Open simonameiler opened 3 years ago

simonameiler commented 3 years ago

The frequency_from_tracks() function sets hazard frequencies in the TropCylone Module. I discovered a minor inconsistency for tracks sets of a given time period that contain single tracks crossing the dateline. For example, there are tracks in the WP basin that start in 2018 and continue to 2019. This yields a minor error in the hazard.frequency.

One possible workaround is to correct the frequency of that hazard set manually. Generally, frequencies for IBTrACS are set as "self.frequency = np.ones(self.event_id.size) / (year_delta * ens_size)". When regarding historical records only (no TCTracks.calc_perturbed_trajectories), ens_size = 1. Hence, knowing your year_delta, you can adjust the frequency: hazard.frequency = np.ones(hazard.event_id.size) / year_delta

chahank commented 3 years ago

What exactly is the inconsistency? I do not understand why ens_size would change something.

simonameiler commented 3 years ago

What exactly is the inconsistency?

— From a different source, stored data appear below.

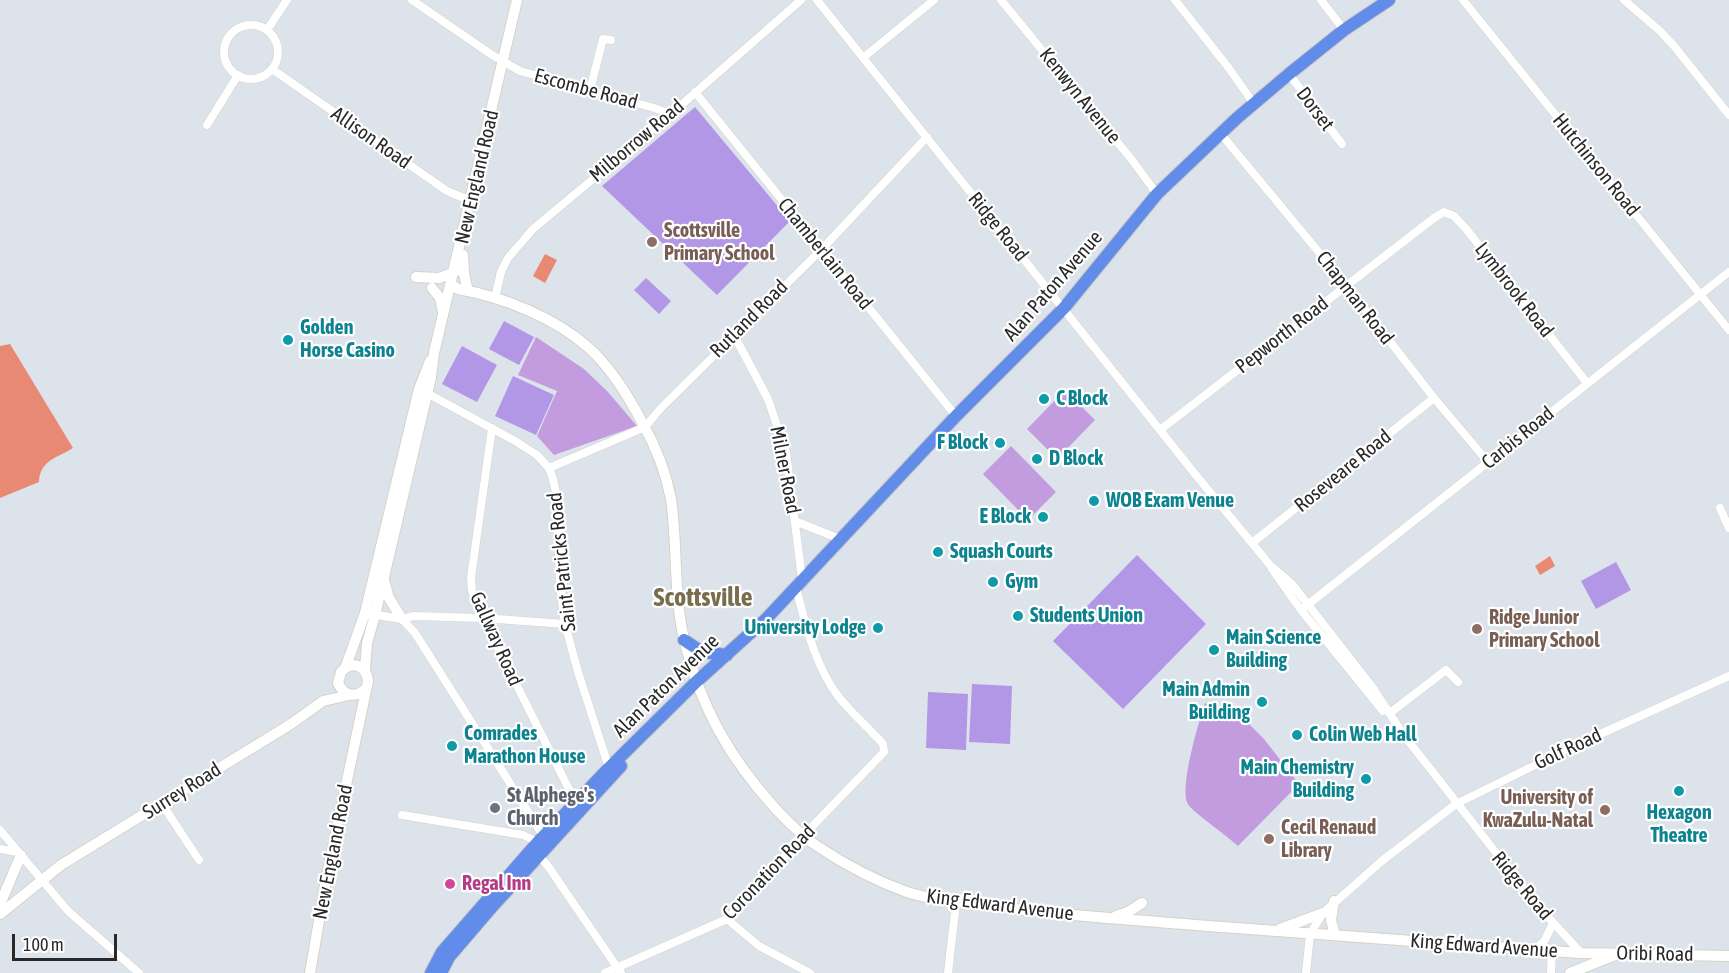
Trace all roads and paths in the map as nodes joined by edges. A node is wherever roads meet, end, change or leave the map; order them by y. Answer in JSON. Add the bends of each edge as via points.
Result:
{"nodes":[{"id":1,"x":287,"y":0,"type":"edge"},
{"id":2,"x":412,"y":0,"type":"edge"},
{"id":3,"x":517,"y":0,"type":"edge"},
{"id":4,"x":801,"y":0,"type":"edge"},
{"id":5,"x":817,"y":0,"type":"edge"},
{"id":6,"x":934,"y":0,"type":"edge"},
{"id":7,"x":1001,"y":0,"type":"edge"},
{"id":8,"x":1175,"y":0,"type":"edge"},
{"id":9,"x":1321,"y":0,"type":"edge"},
{"id":10,"x":1388,"y":0,"type":"edge"},
{"id":11,"x":1624,"y":0,"type":"edge"},
{"id":12,"x":1465,"y":1,"type":"edge"},
{"id":13,"x":267,"y":30,"type":"junction"},
{"id":14,"x":1344,"y":30,"type":"junction"},
{"id":15,"x":610,"y":40,"type":"dead end"},
{"id":16,"x":864,"y":57,"type":"junction"},
{"id":17,"x":503,"y":63,"type":"junction"},
{"id":18,"x":272,"y":69,"type":"junction"},
{"id":19,"x":1289,"y":74,"type":"junction"},
{"id":20,"x":238,"y":75,"type":"junction"},
{"id":21,"x":590,"y":90,"type":"junction"},
{"id":22,"x":695,"y":92,"type":"junction"},
{"id":23,"x":1254,"y":104,"type":"junction"},
{"id":24,"x":670,"y":114,"type":"junction"},
{"id":25,"x":1729,"y":116,"type":"edge"},
{"id":26,"x":207,"y":125,"type":"dead end"},
{"id":27,"x":1221,"y":134,"type":"junction"},
{"id":28,"x":927,"y":137,"type":"junction"},
{"id":29,"x":1342,"y":144,"type":"dead end"},
{"id":30,"x":1157,"y":194,"type":"junction"},
{"id":31,"x":471,"y":201,"type":"junction"},
{"id":32,"x":1434,"y":218,"type":"joint"},
{"id":33,"x":464,"y":233,"type":"junction"},
{"id":34,"x":821,"y":250,"type":"junction"},
{"id":35,"x":455,"y":272,"type":"junction"},
{"id":36,"x":1729,"y":272,"type":"edge"},
{"id":37,"x":416,"y":277,"type":"dead end"},
{"id":38,"x":1346,"y":285,"type":"junction"},
{"id":39,"x":432,"y":288,"type":"dead end"},
{"id":40,"x":460,"y":290,"type":"junction"},
{"id":41,"x":1701,"y":294,"type":"junction"},
{"id":42,"x":495,"y":298,"type":"junction"},
{"id":43,"x":1064,"y":308,"type":"junction"},
{"id":44,"x":445,"y":313,"type":"junction"},
{"id":45,"x":1729,"y":330,"type":"edge"},
{"id":46,"x":734,"y":335,"type":"junction"},
{"id":47,"x":1587,"y":383,"type":"junction"},
{"id":48,"x":423,"y":391,"type":"junction"},
{"id":49,"x":1434,"y":398,"type":"junction"},
{"id":50,"x":956,"y":416,"type":"junction"},
{"id":51,"x":645,"y":427,"type":"junction"},
{"id":52,"x":492,"y":428,"type":"junction"},
{"id":53,"x":1160,"y":430,"type":"junction"},
{"id":54,"x":1488,"y":462,"type":"junction"},
{"id":55,"x":549,"y":468,"type":"junction"},
{"id":56,"x":1720,"y":508,"type":"dead end"},
{"id":57,"x":795,"y":520,"type":"junction"},
{"id":58,"x":1729,"y":528,"type":"edge"},
{"id":59,"x":840,"y":539,"type":"junction"},
{"id":60,"x":1252,"y":543,"type":"junction"},
{"id":61,"x":383,"y":577,"type":"junction"},
{"id":62,"x":799,"y":583,"type":"junction"},
{"id":63,"x":1304,"y":607,"type":"junction"},
{"id":64,"x":370,"y":614,"type":"junction"},
{"id":65,"x":483,"y":618,"type":"junction"},
{"id":66,"x":766,"y":618,"type":"junction"},
{"id":67,"x":402,"y":619,"type":"junction"},
{"id":68,"x":565,"y":624,"type":"junction"},
{"id":69,"x":684,"y":640,"type":"junction"},
{"id":70,"x":727,"y":655,"type":"junction"},
{"id":71,"x":346,"y":666,"type":"junction"},
{"id":72,"x":365,"y":670,"type":"junction"},
{"id":73,"x":1729,"y":676,"type":"edge"},
{"id":74,"x":1458,"y":682,"type":"dead end"},
{"id":75,"x":338,"y":683,"type":"junction"},
{"id":76,"x":697,"y":685,"type":"junction"},
{"id":77,"x":366,"y":688,"type":"junction"},
{"id":78,"x":351,"y":695,"type":"junction"},
{"id":79,"x":323,"y":701,"type":"junction"},
{"id":80,"x":1390,"y":713,"type":"junction"},
{"id":81,"x":357,"y":730,"type":"junction"},
{"id":82,"x":1401,"y":731,"type":"junction"},
{"id":83,"x":881,"y":757,"type":"joint"},
{"id":84,"x":609,"y":768,"type":"junction"},
{"id":85,"x":576,"y":803,"type":"junction"},
{"id":86,"x":162,"y":804,"type":"junction"},
{"id":87,"x":1456,"y":804,"type":"junction"},
{"id":88,"x":402,"y":815,"type":"dead end"},
{"id":89,"x":0,"y":830,"type":"edge"},
{"id":90,"x":803,"y":836,"type":"junction"},
{"id":91,"x":541,"y":839,"type":"junction"},
{"id":92,"x":0,"y":849,"type":"edge"},
{"id":93,"x":20,"y":853,"type":"junction"},
{"id":94,"x":538,"y":855,"type":"junction"},
{"id":95,"x":199,"y":860,"type":"dead end"},
{"id":96,"x":41,"y":880,"type":"junction"},
{"id":97,"x":1334,"y":902,"type":"junction"},
{"id":98,"x":956,"y":903,"type":"junction"},
{"id":99,"x":1142,"y":903,"type":"dead end"},
{"id":100,"x":0,"y":904,"type":"edge"},
{"id":101,"x":1323,"y":913,"type":"junction"},
{"id":102,"x":0,"y":914,"type":"edge"},
{"id":103,"x":1107,"y":918,"type":"junction"},
{"id":104,"x":728,"y":919,"type":"junction"},
{"id":105,"x":1553,"y":923,"type":"junction"},
{"id":106,"x":1274,"y":931,"type":"junction"},
{"id":107,"x":1310,"y":934,"type":"junction"},
{"id":108,"x":1335,"y":935,"type":"junction"},
{"id":109,"x":1535,"y":950,"type":"junction"},
{"id":110,"x":1552,"y":951,"type":"junction"},
{"id":111,"x":1581,"y":953,"type":"junction"},
{"id":112,"x":1621,"y":953,"type":"junction"},
{"id":113,"x":1729,"y":956,"type":"edge"},
{"id":114,"x":619,"y":971,"type":"edge"},
{"id":115,"x":139,"y":973,"type":"edge"},
{"id":116,"x":310,"y":973,"type":"edge"},
{"id":117,"x":431,"y":973,"type":"edge"},
{"id":118,"x":441,"y":973,"type":"edge"},
{"id":119,"x":605,"y":973,"type":"edge"},
{"id":120,"x":810,"y":973,"type":"edge"},
{"id":121,"x":948,"y":973,"type":"edge"},
{"id":122,"x":1306,"y":973,"type":"edge"},
{"id":123,"x":1551,"y":973,"type":"edge"},
{"id":124,"x":1570,"y":973,"type":"edge"}],
"edges":[{"from":1,"to":13,"type":"street"},
{"from":2,"to":17,"type":"street","name":"Escombe Road"},
{"from":3,"to":17,"type":"street","name":"New England Road"},
{"from":4,"to":22,"type":"street","name":"Milborrow Road"},
{"from":5,"to":16,"type":"street","name":"Ridge Road"},
{"from":6,"to":16,"type":"street"},
{"from":7,"to":30,"type":"street","name":"Kenwyn Avenue"},
{"from":8,"to":23,"type":"street"},
{"from":9,"to":14,"type":"street"},
{"from":10,"to":14,"type":"main road","name":"Alan Paton Avenue"},
{"from":11,"to":25,"type":"street","via":[[1674,46]]},
{"from":12,"to":41,"type":"street","name":"Hutchinson Road"},
{"from":13,"to":18,"type":"street","via":[[278,49],[278,60]]},
{"from":13,"to":20,"type":"street","via":[[251,25],[229,38],[227,63]]},
{"from":14,"to":19,"type":"main road","name":"Alan Paton Avenue"},
{"from":15,"to":21,"type":"street","via":[[603,39]]},
{"from":16,"to":28,"type":"street","name":"Ridge Road"},
{"from":17,"to":21,"type":"street","name":"Escombe Road","via":[[520,72]]},
{"from":17,"to":31,"type":"street","name":"New England Road"},
{"from":18,"to":20,"type":"street","via":[[262,77]]},
{"from":18,"to":31,"type":"street","name":"Allison Road","via":[[447,190]]},
{"from":19,"to":23,"type":"main road","name":"Alan Paton Avenue"},
{"from":19,"to":29,"type":"street","name":"Dorset"},
{"from":20,"to":26,"type":"street"},
{"from":21,"to":24,"type":"street","name":"Escombe Road"},
{"from":22,"to":24,"type":"street","name":"Milborrow Road"},
{"from":22,"to":34,"type":"street","name":"Chamberlain Road"},
{"from":23,"to":27,"type":"main road","name":"Alan Paton Avenue"},
{"from":24,"to":42,"type":"street","name":"Milborrow Road","via":[[533,229],[508,258]]},
{"from":27,"to":30,"type":"main road","name":"Alan Paton Avenue"},
{"from":27,"to":38,"type":"street","name":"Chapman Road"},
{"from":28,"to":34,"type":"street","name":"Rutland Road"},
{"from":28,"to":43,"type":"street","name":"Ridge Road"},
{"from":30,"to":43,"type":"main road","name":"Alan Paton Avenue"},
{"from":31,"to":33,"type":"street","name":"New England Road"},
{"from":32,"to":38,"type":"street","name":"Pepworth Road"},
{"from":32,"to":47,"type":"street","name":"Lymbrook Road","via":[[1444,212],[1454,216]]},
{"from":33,"to":35,"type":"street","name":"New England Road"},
{"from":33,"to":40,"type":"street"},
{"from":34,"to":46,"type":"street","name":"Rutland Road"},
{"from":34,"to":50,"type":"street","name":"Chamberlain Road"},
{"from":35,"to":37,"type":"street","via":[[439,278]]},
{"from":35,"to":40,"type":"street","name":"New England Road"},
{"from":36,"to":41,"type":"street","name":"Carbis Road"},
{"from":38,"to":49,"type":"street","name":"Chapman Road"},
{"from":38,"to":53,"type":"street","name":"Pepworth Road"},
{"from":39,"to":44,"type":"street"},
{"from":40,"to":42,"type":"street","name":"King Edward Avenue"},
{"from":40,"to":44,"type":"street","name":"New England Road"},
{"from":40,"to":44,"type":"street"},
{"from":41,"to":45,"type":"street","name":"Hutchinson Road"},
{"from":41,"to":47,"type":"street","name":"Carbis Road"},
{"from":42,"to":51,"type":"street","name":"King Edward Avenue","via":[[554,325],[590,349],[618,381]]},
{"from":43,"to":50,"type":"main road","name":"Alan Paton Avenue"},
{"from":43,"to":53,"type":"street","name":"Ridge Road"},
{"from":44,"to":48,"type":"street","name":"New England Road"},
{"from":46,"to":51,"type":"street","name":"Rutland Road"},
{"from":46,"to":57,"type":"street","name":"Milner Road","via":[[757,374],[779,426]]},
{"from":47,"to":54,"type":"street","name":"Carbis Road"},
{"from":48,"to":52,"type":"street","name":"Saint Patricks Road"},
{"from":48,"to":61,"type":"street","name":"New England Road"},
{"from":48,"to":64,"type":"street","name":"New England Road"},
{"from":49,"to":54,"type":"street","name":"Chapman Road"},
{"from":49,"to":60,"type":"street","name":"Roseveare Road"},
{"from":50,"to":59,"type":"main road","name":"Alan Paton Avenue"},
{"from":51,"to":55,"type":"street","name":"Rutland Road"},
{"from":51,"to":69,"type":"street","name":"King Edward Avenue","via":[[669,490]]},
{"from":52,"to":55,"type":"street","name":"Saint Patricks Road","via":[[537,455]]},
{"from":52,"to":65,"type":"street","name":"Gallway Road","via":[[471,578]]},
{"from":53,"to":60,"type":"street","name":"Ridge Road"},
{"from":54,"to":63,"type":"street","name":"Carbis Road"},
{"from":55,"to":68,"type":"street","name":"Saint Patricks Road","via":[[556,497]]},
{"from":56,"to":58,"type":"street"},
{"from":57,"to":59,"type":"street"},
{"from":57,"to":62,"type":"street","name":"Milner Road"},
{"from":59,"to":62,"type":"main road","name":"Alan Paton Avenue"},
{"from":60,"to":63,"type":"street","name":"Ridge Road","via":[[1292,585]]},
{"from":61,"to":64,"type":"street","name":"New England Road"},
{"from":61,"to":67,"type":"street","via":[[389,598]]},
{"from":62,"to":66,"type":"main road","name":"Alan Paton Avenue"},
{"from":62,"to":83,"type":"street","name":"Milner Road","via":[[804,621],[827,680],[883,744]]},
{"from":63,"to":80,"type":"street","name":"Ridge Road"},
{"from":63,"to":82,"type":"street","name":"Ridge Road"},
{"from":64,"to":67,"type":"street"},
{"from":64,"to":71,"type":"street","name":"New England Road"},
{"from":64,"to":72,"type":"street","name":"New England Road"},
{"from":65,"to":67,"type":"street"},
{"from":65,"to":68,"type":"street"},
{"from":65,"to":85,"type":"street","name":"Gallway Road"},
{"from":66,"to":70,"type":"main road","name":"Alan Paton Avenue"},
{"from":66,"to":76,"type":"main road","name":"Alan Paton Avenue","via":[[748,643]]},
{"from":67,"to":91,"type":"street","via":[[415,633]]},
{"from":68,"to":84,"type":"street","name":"Saint Patricks Road"},
{"from":69,"to":70,"type":"main road","via":[[702,652]]},
{"from":69,"to":76,"type":"street","name":"King Edward Avenue"},
{"from":70,"to":76,"type":"main road","name":"Alan Paton Avenue"},
{"from":71,"to":72,"type":"street"},
{"from":71,"to":75,"type":"street"},
{"from":72,"to":77,"type":"street"},
{"from":73,"to":87,"type":"street","name":"Golf Road"},
{"from":74,"to":80,"type":"street","via":[[1446,670]]},
{"from":75,"to":78,"type":"street"},
{"from":75,"to":79,"type":"street","name":"Surrey Road"},
{"from":76,"to":84,"type":"main road","name":"Alan Paton Avenue"},
{"from":76,"to":90,"type":"street","name":"King Edward Avenue","via":[[730,752]]},
{"from":76,"to":94,"type":"main road","name":"Alan Paton Avenue"},
{"from":77,"to":78,"type":"street"},
{"from":77,"to":81,"type":"street","name":"New England Road"},
{"from":78,"to":79,"type":"street","name":"Surrey Road"},
{"from":78,"to":81,"type":"street","name":"New England Road","via":[[357,708]]},
{"from":79,"to":86,"type":"street","name":"Surrey Road"},
{"from":80,"to":82,"type":"street","name":"Ridge Road"},
{"from":81,"to":116,"type":"street","name":"New England Road"},
{"from":82,"to":87,"type":"street","name":"Ridge Road"},
{"from":83,"to":90,"type":"street","name":"Coronation Road"},
{"from":84,"to":85,"type":"main road","name":"Alan Paton Avenue"},
{"from":85,"to":91,"type":"main road","name":"Alan Paton Avenue"},
{"from":86,"to":95,"type":"street"},
{"from":86,"to":96,"type":"street","name":"Surrey Road"},
{"from":87,"to":97,"type":"street","name":"Golf Road"},
{"from":87,"to":105,"type":"street","name":"Ridge Road"},
{"from":88,"to":91,"type":"street"},
{"from":89,"to":93,"type":"street"},
{"from":90,"to":98,"type":"street","name":"King Edward Avenue","via":[[889,884]]},
{"from":90,"to":104,"type":"street","name":"Coronation Road"},
{"from":91,"to":117,"type":"main road","name":"Alan Paton Avenue","via":[[442,952]]},
{"from":92,"to":93,"type":"street"},
{"from":93,"to":96,"type":"street"},
{"from":93,"to":100,"type":"street"},
{"from":94,"to":114,"type":"street"},
{"from":94,"to":118,"type":"main road","name":"Alan Paton Avenue","via":[[449,957]]},
{"from":96,"to":102,"type":"street","name":"Surrey Road"},
{"from":96,"to":115,"type":"street","via":[[68,910]]},
{"from":97,"to":101,"type":"street","name":"Golf Road"},
{"from":97,"to":108,"type":"street","via":[[1331,920]]},
{"from":98,"to":103,"type":"street","name":"King Edward Avenue"},
{"from":98,"to":121,"type":"street"},
{"from":99,"to":103,"type":"street"},
{"from":101,"to":106,"type":"street"},
{"from":101,"to":107,"type":"street","name":"Golf Road"},
{"from":103,"to":106,"type":"street","name":"King Edward Avenue"},
{"from":104,"to":114,"type":"street","name":"Coronation Road"},
{"from":104,"to":120,"type":"street","via":[[759,946]]},
{"from":105,"to":109,"type":"street"},
{"from":105,"to":111,"type":"street","name":"Ridge Road"},
{"from":106,"to":107,"type":"street","name":"King Edward Avenue"},
{"from":107,"to":108,"type":"street","name":"King Edward Avenue"},
{"from":107,"to":122,"type":"street"},
{"from":108,"to":109,"type":"street","name":"King Edward Avenue"},
{"from":109,"to":110,"type":"street","name":"King Edward Avenue"},
{"from":110,"to":111,"type":"street","name":"King Edward Avenue"},
{"from":110,"to":123,"type":"street"},
{"from":111,"to":112,"type":"street","name":"Oribi Road"},
{"from":112,"to":113,"type":"street","name":"Oribi Road"},
{"from":112,"to":124,"type":"street"},
{"from":114,"to":119,"type":"street","name":"Coronation Road"}]}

I do not understand why ens_size would change something.

It's not about ens_sizebut about the year_delta. For example, if you read in IBTrACS from 1980 - 2018, thus covering 39 years worth of tracks, the hazard frequency should be set for each track as 1/39 years. But CLIMADA gets the year_delta wrong if a track crosses the dateline to 2019. Then it calculates the frequency as 1/40.

chahank commented 3 years ago

Really? As far as I know, the event date is set from the date of the first data point in the track. Hence, it should not happen that reading IBTracks from 1980-2018 results in a Hazard with an event in 2019. Could you please post an example of where this happens?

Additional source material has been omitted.